Ermittlungen gegen "Achse des Guten" wegen umstrittenem Slogan "Alles für Deutschland"
Gönül Jacobi JäckelErmittlungen gegen "Achse des Guten" wegen umstrittenem Slogan "Alles für Deutschland"
Deutsche Behörden haben ein Ermittlungsverfahren gegen das konservative Blog Achse des Guten eingeleitet. Anlass ist ein Artikel aus dem Jahr 2024, in dem ein historischer Slogan aufgegriffen wird. Der Beitrag mit dem Titel "Selbst Sozialdemokraten riefen 'Alles für Deutschland'" steht wegen der Verwendung der Parole "Alles für Deutschland" in der Kritik. Der Fall war zunächst der Meldestelle Hessen Gegen Hetze gemeldet worden, die illegale Online-Inhalte im Auftrag des Bundeskriminalamts (BKA) überwacht.
Das 2004 von dem ehemaligen Der-Spiegel-Journalisten Henryk M. Broder und dem Ex-Stern-Reporter Dirk Maxeiner gegründete Blog vertritt eine liberal-konservative Position. Der umstrittene Artikel, der im Mai 2024 erschien, thematisierte die Nutzung des Slogans durch die Sozialdemokraten (SPD) während der Weimarer Republik. Die Parole wird inzwischen jedoch mit rechtsextremen Gruppen in Verbindung gebracht, darunter dem AfD-Politiker Björn Höcke, der in diesem Jahr bereits zweimal wegen der Verwendung des Spruchs in Reden zu Geldstrafen verurteilt wurde.

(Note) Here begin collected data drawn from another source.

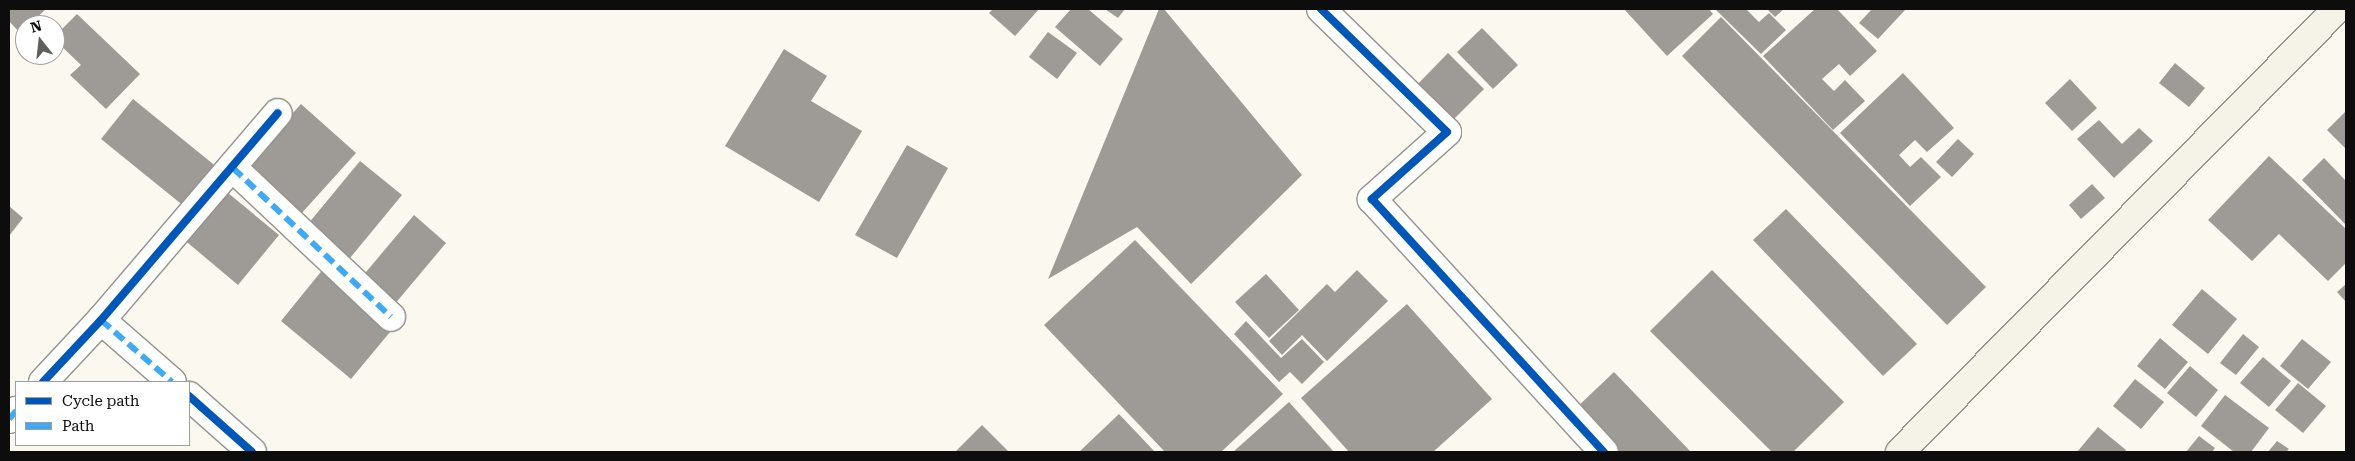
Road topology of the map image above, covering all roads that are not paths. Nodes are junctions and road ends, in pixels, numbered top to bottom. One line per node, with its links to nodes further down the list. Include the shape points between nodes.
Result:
1 (1321, 9): 11 (street, via 1447,132 1372,199)
2 (2337, 9): 12 (main road)
3 (278, 113): 4 (street)
4 (233, 168): 5 (street); 6 (street)
5 (391, 317)
6 (101, 320): 7 (street); 8 (street)
7 (44, 381)
8 (171, 381)
9 (190, 397): 10 (street)
10 (252, 452)
11 (1604, 452)
12 (1900, 452)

Nach deutschem Recht ist die Verwendung verfassungsfeindlicher Symbole nicht automatisch strafbar, sofern sie im Rahmen von Bildung oder historischer Berichterstattung erfolgt. Dennoch wurde der Fall an das Bayerische Landeskriminalamt (LKA) weitergeleitet und wird nun von der Staatsanwaltschaft Augsburg geprüft.
Ausgelöst wurden die Ermittlungen durch eine Anzeige einer nicht namentlich bekannten Person, die den Artikel bei Hessen Gegen Hetze gemeldet hatte. BKA und bayerisches LKA prüfen nun, ob die Veröffentlichung gegen Vorschriften zur extremistischen Symbolik verstößt.
Das Ergebnis der Untersuchungen wird zeigen, ob der Artikel gegen deutsche Gesetze zu verfassungsfeindlichen Symbolen verstoßen hat. Eine Entscheidung könnte richtungsweisend dafür sein, wie historische Bezüge in Online-Medien künftig bewertet werden. Die Redaktion des Blogs hat sich bisher nicht öffentlich zu den Ermittlungen geäußert.